Source data:
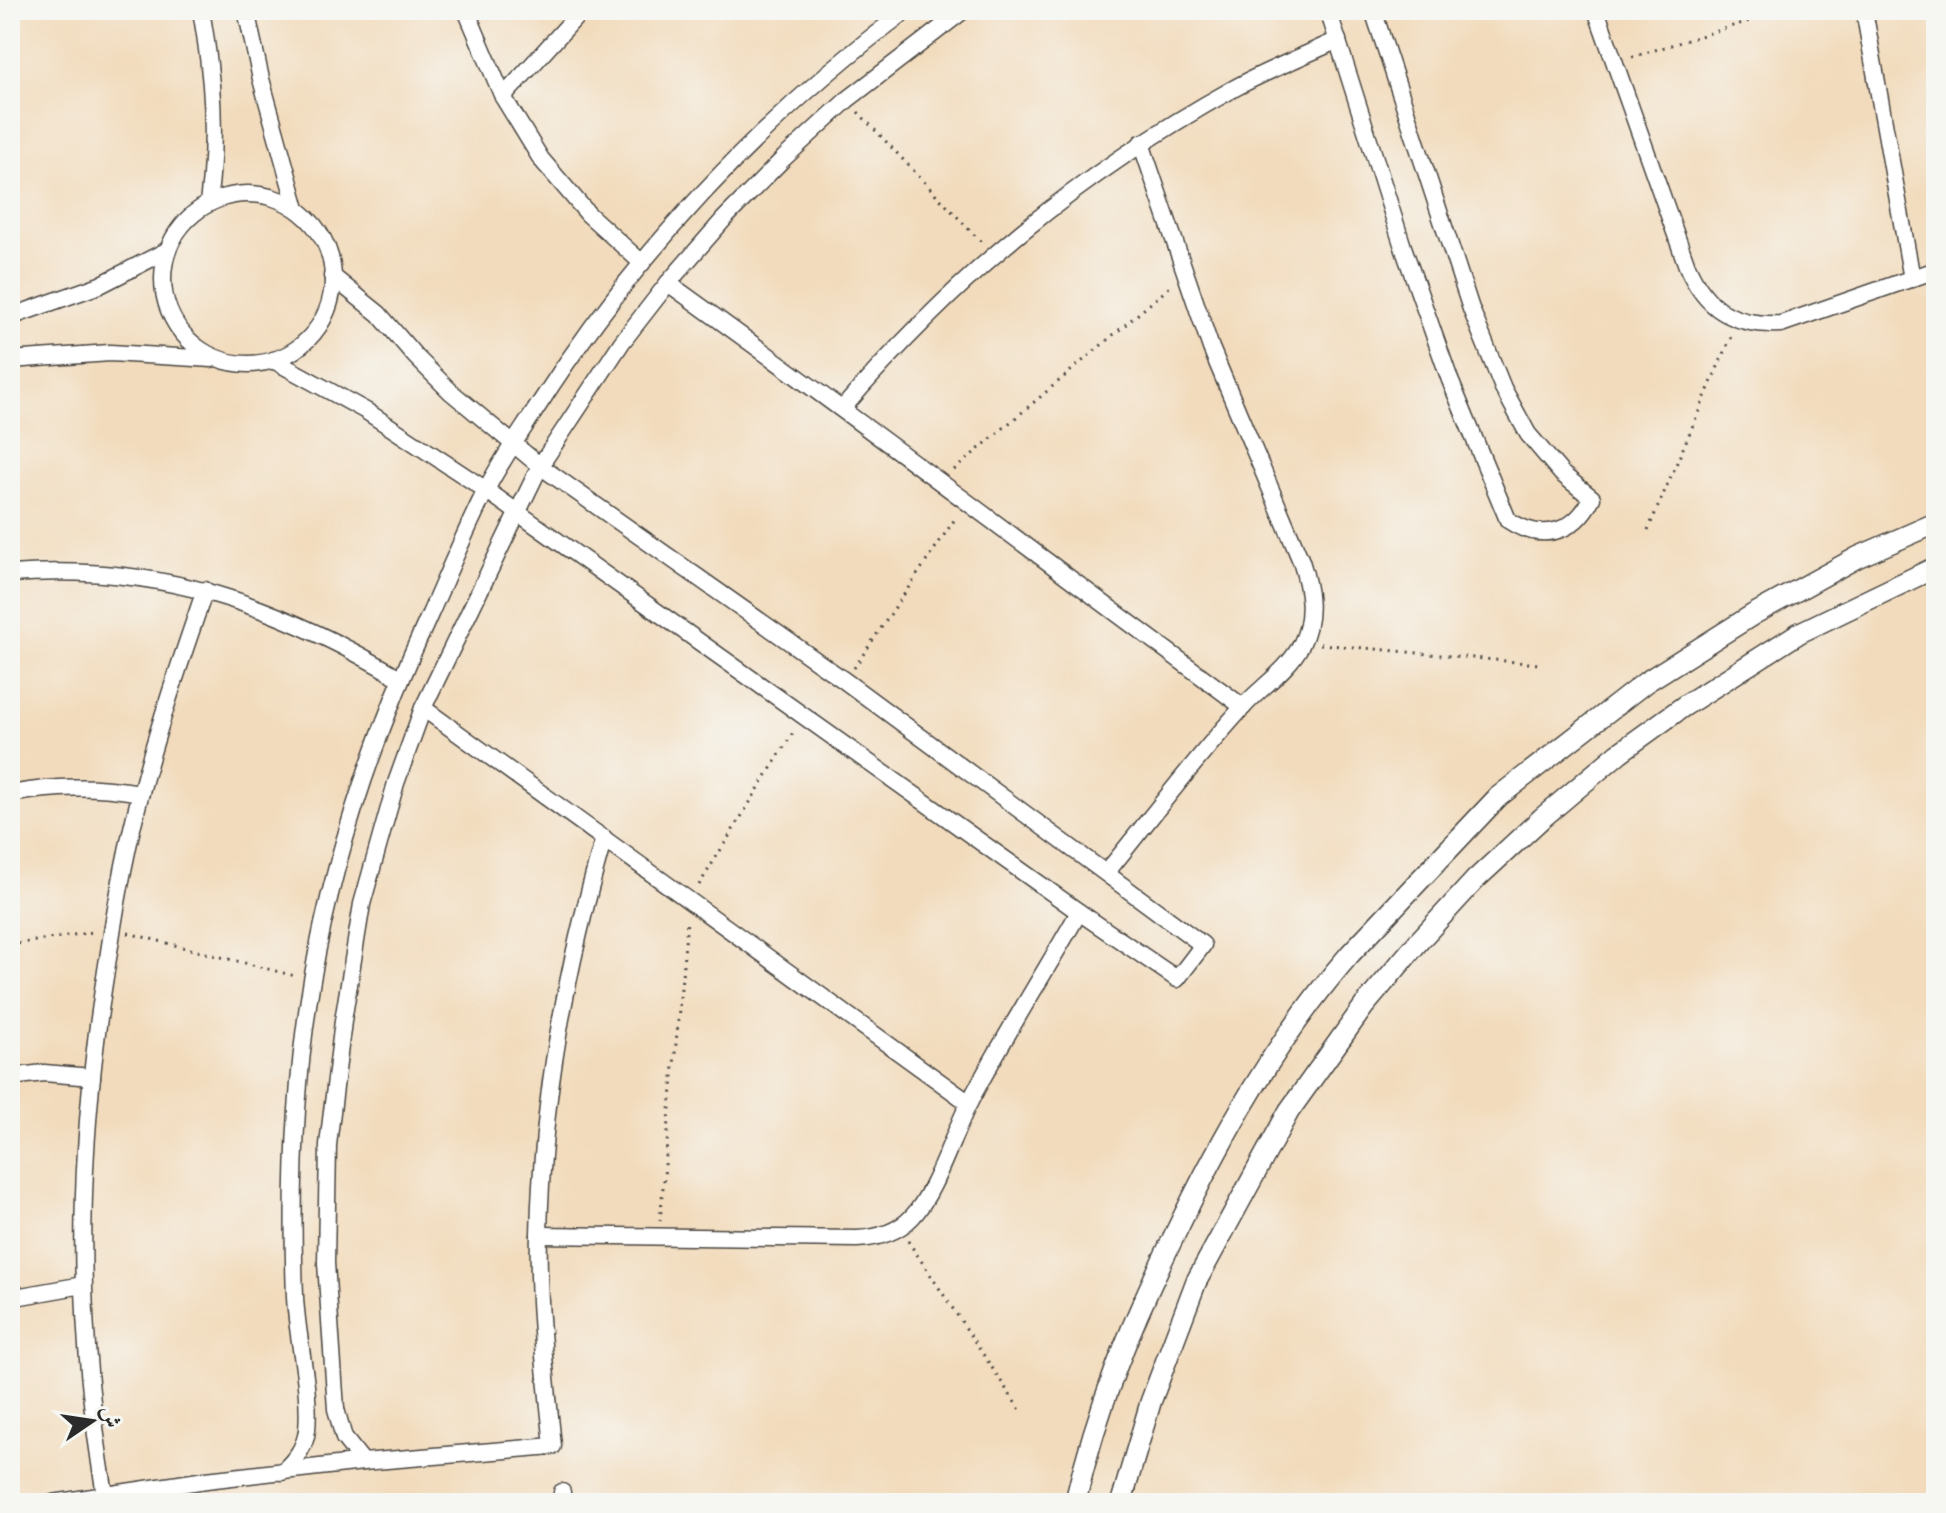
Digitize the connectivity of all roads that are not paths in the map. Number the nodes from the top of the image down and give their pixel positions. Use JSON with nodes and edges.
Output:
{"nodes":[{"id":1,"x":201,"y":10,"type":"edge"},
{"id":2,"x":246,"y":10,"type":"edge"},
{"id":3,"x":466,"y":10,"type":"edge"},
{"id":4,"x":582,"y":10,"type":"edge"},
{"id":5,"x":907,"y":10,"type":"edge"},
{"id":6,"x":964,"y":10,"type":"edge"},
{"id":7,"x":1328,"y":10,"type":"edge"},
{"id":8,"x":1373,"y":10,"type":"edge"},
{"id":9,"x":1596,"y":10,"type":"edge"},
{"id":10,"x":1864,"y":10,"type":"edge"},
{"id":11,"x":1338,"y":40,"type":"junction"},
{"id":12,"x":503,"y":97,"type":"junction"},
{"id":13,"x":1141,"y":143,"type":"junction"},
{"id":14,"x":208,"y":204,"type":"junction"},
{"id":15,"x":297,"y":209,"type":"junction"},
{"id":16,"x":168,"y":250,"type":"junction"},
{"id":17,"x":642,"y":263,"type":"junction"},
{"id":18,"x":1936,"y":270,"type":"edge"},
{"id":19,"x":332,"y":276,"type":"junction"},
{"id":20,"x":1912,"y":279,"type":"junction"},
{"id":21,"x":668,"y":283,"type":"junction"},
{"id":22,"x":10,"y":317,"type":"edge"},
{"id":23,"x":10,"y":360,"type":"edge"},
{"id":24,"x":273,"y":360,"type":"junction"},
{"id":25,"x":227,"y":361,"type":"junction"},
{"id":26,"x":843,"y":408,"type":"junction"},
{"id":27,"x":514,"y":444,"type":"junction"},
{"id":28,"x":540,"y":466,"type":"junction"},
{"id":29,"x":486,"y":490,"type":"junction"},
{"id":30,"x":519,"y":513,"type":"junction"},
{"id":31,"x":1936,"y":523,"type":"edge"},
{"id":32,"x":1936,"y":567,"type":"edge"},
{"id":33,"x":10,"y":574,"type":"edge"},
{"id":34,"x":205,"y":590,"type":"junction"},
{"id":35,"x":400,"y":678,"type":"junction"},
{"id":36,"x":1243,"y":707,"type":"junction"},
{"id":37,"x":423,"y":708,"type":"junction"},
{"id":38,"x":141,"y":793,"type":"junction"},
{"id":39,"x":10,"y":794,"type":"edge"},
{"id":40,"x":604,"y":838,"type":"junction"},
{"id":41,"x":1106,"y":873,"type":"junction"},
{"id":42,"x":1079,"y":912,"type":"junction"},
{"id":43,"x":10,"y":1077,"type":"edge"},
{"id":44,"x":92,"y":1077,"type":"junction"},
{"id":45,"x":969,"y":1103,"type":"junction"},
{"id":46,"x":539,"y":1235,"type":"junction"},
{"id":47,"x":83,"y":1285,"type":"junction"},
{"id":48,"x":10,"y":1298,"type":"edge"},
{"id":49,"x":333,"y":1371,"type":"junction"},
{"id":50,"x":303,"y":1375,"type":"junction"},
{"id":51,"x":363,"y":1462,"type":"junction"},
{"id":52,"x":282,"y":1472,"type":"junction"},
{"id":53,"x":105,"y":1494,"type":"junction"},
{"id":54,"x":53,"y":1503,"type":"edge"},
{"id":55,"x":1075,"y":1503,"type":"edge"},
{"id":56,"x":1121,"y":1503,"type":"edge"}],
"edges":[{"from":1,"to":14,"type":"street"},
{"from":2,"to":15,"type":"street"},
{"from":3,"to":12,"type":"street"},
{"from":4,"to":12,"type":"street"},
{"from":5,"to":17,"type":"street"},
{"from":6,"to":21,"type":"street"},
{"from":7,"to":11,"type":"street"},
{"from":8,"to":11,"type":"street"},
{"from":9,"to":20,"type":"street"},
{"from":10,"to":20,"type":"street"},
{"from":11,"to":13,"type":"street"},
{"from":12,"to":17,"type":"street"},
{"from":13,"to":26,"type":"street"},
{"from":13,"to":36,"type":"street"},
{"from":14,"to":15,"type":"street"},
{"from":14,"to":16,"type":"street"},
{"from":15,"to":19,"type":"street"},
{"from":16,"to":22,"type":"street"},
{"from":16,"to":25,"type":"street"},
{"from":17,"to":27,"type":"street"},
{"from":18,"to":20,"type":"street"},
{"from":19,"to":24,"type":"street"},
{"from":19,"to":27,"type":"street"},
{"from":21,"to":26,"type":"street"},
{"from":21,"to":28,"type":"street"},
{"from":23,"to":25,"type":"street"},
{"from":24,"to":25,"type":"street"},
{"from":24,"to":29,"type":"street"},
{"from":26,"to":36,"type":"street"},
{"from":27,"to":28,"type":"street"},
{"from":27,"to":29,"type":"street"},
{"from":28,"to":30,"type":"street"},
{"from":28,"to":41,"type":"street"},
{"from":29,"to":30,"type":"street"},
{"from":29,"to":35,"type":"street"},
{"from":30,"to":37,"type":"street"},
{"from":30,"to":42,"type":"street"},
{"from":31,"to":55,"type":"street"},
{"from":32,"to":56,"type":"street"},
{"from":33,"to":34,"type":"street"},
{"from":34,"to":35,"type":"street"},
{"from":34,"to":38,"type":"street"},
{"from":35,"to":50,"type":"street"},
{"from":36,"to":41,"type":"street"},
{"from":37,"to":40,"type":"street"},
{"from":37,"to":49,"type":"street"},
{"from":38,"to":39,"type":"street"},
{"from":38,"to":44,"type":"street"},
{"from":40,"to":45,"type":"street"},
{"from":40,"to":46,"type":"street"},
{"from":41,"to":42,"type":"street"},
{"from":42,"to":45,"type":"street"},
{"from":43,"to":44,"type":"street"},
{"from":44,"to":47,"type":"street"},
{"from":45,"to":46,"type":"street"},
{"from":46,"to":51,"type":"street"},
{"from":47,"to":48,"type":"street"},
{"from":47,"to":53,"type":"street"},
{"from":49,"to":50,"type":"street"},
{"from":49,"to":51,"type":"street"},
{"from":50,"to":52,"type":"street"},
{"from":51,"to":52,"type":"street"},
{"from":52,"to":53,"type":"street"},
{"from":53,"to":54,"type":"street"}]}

Instructions to follow:
Pictures are not part of the copy; transcribe the rest of the data verbatim.

Solution below:
Digitize the connectivity of all roads that are not paths in the map. Number the nodes from the top of the image down and give their pixel positions. Use JSON with nodes and edges.
Output:
{"nodes":[{"id":1,"x":201,"y":10,"type":"edge"},
{"id":2,"x":246,"y":10,"type":"edge"},
{"id":3,"x":466,"y":10,"type":"edge"},
{"id":4,"x":582,"y":10,"type":"edge"},
{"id":5,"x":907,"y":10,"type":"edge"},
{"id":6,"x":964,"y":10,"type":"edge"},
{"id":7,"x":1328,"y":10,"type":"edge"},
{"id":8,"x":1373,"y":10,"type":"edge"},
{"id":9,"x":1596,"y":10,"type":"edge"},
{"id":10,"x":1864,"y":10,"type":"edge"},
{"id":11,"x":1338,"y":40,"type":"junction"},
{"id":12,"x":503,"y":97,"type":"junction"},
{"id":13,"x":1141,"y":143,"type":"junction"},
{"id":14,"x":208,"y":204,"type":"junction"},
{"id":15,"x":297,"y":209,"type":"junction"},
{"id":16,"x":168,"y":250,"type":"junction"},
{"id":17,"x":642,"y":263,"type":"junction"},
{"id":18,"x":1936,"y":270,"type":"edge"},
{"id":19,"x":332,"y":276,"type":"junction"},
{"id":20,"x":1912,"y":279,"type":"junction"},
{"id":21,"x":668,"y":283,"type":"junction"},
{"id":22,"x":10,"y":317,"type":"edge"},
{"id":23,"x":10,"y":360,"type":"edge"},
{"id":24,"x":273,"y":360,"type":"junction"},
{"id":25,"x":227,"y":361,"type":"junction"},
{"id":26,"x":843,"y":408,"type":"junction"},
{"id":27,"x":514,"y":444,"type":"junction"},
{"id":28,"x":540,"y":466,"type":"junction"},
{"id":29,"x":486,"y":490,"type":"junction"},
{"id":30,"x":519,"y":513,"type":"junction"},
{"id":31,"x":1936,"y":523,"type":"edge"},
{"id":32,"x":1936,"y":567,"type":"edge"},
{"id":33,"x":10,"y":574,"type":"edge"},
{"id":34,"x":205,"y":590,"type":"junction"},
{"id":35,"x":400,"y":678,"type":"junction"},
{"id":36,"x":1243,"y":707,"type":"junction"},
{"id":37,"x":423,"y":708,"type":"junction"},
{"id":38,"x":141,"y":793,"type":"junction"},
{"id":39,"x":10,"y":794,"type":"edge"},
{"id":40,"x":604,"y":838,"type":"junction"},
{"id":41,"x":1106,"y":873,"type":"junction"},
{"id":42,"x":1079,"y":912,"type":"junction"},
{"id":43,"x":10,"y":1077,"type":"edge"},
{"id":44,"x":92,"y":1077,"type":"junction"},
{"id":45,"x":969,"y":1103,"type":"junction"},
{"id":46,"x":539,"y":1235,"type":"junction"},
{"id":47,"x":83,"y":1285,"type":"junction"},
{"id":48,"x":10,"y":1298,"type":"edge"},
{"id":49,"x":333,"y":1371,"type":"junction"},
{"id":50,"x":303,"y":1375,"type":"junction"},
{"id":51,"x":363,"y":1462,"type":"junction"},
{"id":52,"x":282,"y":1472,"type":"junction"},
{"id":53,"x":105,"y":1494,"type":"junction"},
{"id":54,"x":53,"y":1503,"type":"edge"},
{"id":55,"x":1075,"y":1503,"type":"edge"},
{"id":56,"x":1121,"y":1503,"type":"edge"}],
"edges":[{"from":1,"to":14,"type":"street"},
{"from":2,"to":15,"type":"street"},
{"from":3,"to":12,"type":"street"},
{"from":4,"to":12,"type":"street"},
{"from":5,"to":17,"type":"street"},
{"from":6,"to":21,"type":"street"},
{"from":7,"to":11,"type":"street"},
{"from":8,"to":11,"type":"street"},
{"from":9,"to":20,"type":"street"},
{"from":10,"to":20,"type":"street"},
{"from":11,"to":13,"type":"street"},
{"from":12,"to":17,"type":"street"},
{"from":13,"to":26,"type":"street"},
{"from":13,"to":36,"type":"street"},
{"from":14,"to":15,"type":"street"},
{"from":14,"to":16,"type":"street"},
{"from":15,"to":19,"type":"street"},
{"from":16,"to":22,"type":"street"},
{"from":16,"to":25,"type":"street"},
{"from":17,"to":27,"type":"street"},
{"from":18,"to":20,"type":"street"},
{"from":19,"to":24,"type":"street"},
{"from":19,"to":27,"type":"street"},
{"from":21,"to":26,"type":"street"},
{"from":21,"to":28,"type":"street"},
{"from":23,"to":25,"type":"street"},
{"from":24,"to":25,"type":"street"},
{"from":24,"to":29,"type":"street"},
{"from":26,"to":36,"type":"street"},
{"from":27,"to":28,"type":"street"},
{"from":27,"to":29,"type":"street"},
{"from":28,"to":30,"type":"street"},
{"from":28,"to":41,"type":"street"},
{"from":29,"to":30,"type":"street"},
{"from":29,"to":35,"type":"street"},
{"from":30,"to":37,"type":"street"},
{"from":30,"to":42,"type":"street"},
{"from":31,"to":55,"type":"street"},
{"from":32,"to":56,"type":"street"},
{"from":33,"to":34,"type":"street"},
{"from":34,"to":35,"type":"street"},
{"from":34,"to":38,"type":"street"},
{"from":35,"to":50,"type":"street"},
{"from":36,"to":41,"type":"street"},
{"from":37,"to":40,"type":"street"},
{"from":37,"to":49,"type":"street"},
{"from":38,"to":39,"type":"street"},
{"from":38,"to":44,"type":"street"},
{"from":40,"to":45,"type":"street"},
{"from":40,"to":46,"type":"street"},
{"from":41,"to":42,"type":"street"},
{"from":42,"to":45,"type":"street"},
{"from":43,"to":44,"type":"street"},
{"from":44,"to":47,"type":"street"},
{"from":45,"to":46,"type":"street"},
{"from":46,"to":51,"type":"street"},
{"from":47,"to":48,"type":"street"},
{"from":47,"to":53,"type":"street"},
{"from":49,"to":50,"type":"street"},
{"from":49,"to":51,"type":"street"},
{"from":50,"to":52,"type":"street"},
{"from":51,"to":52,"type":"street"},
{"from":52,"to":53,"type":"street"},
{"from":53,"to":54,"type":"street"}]}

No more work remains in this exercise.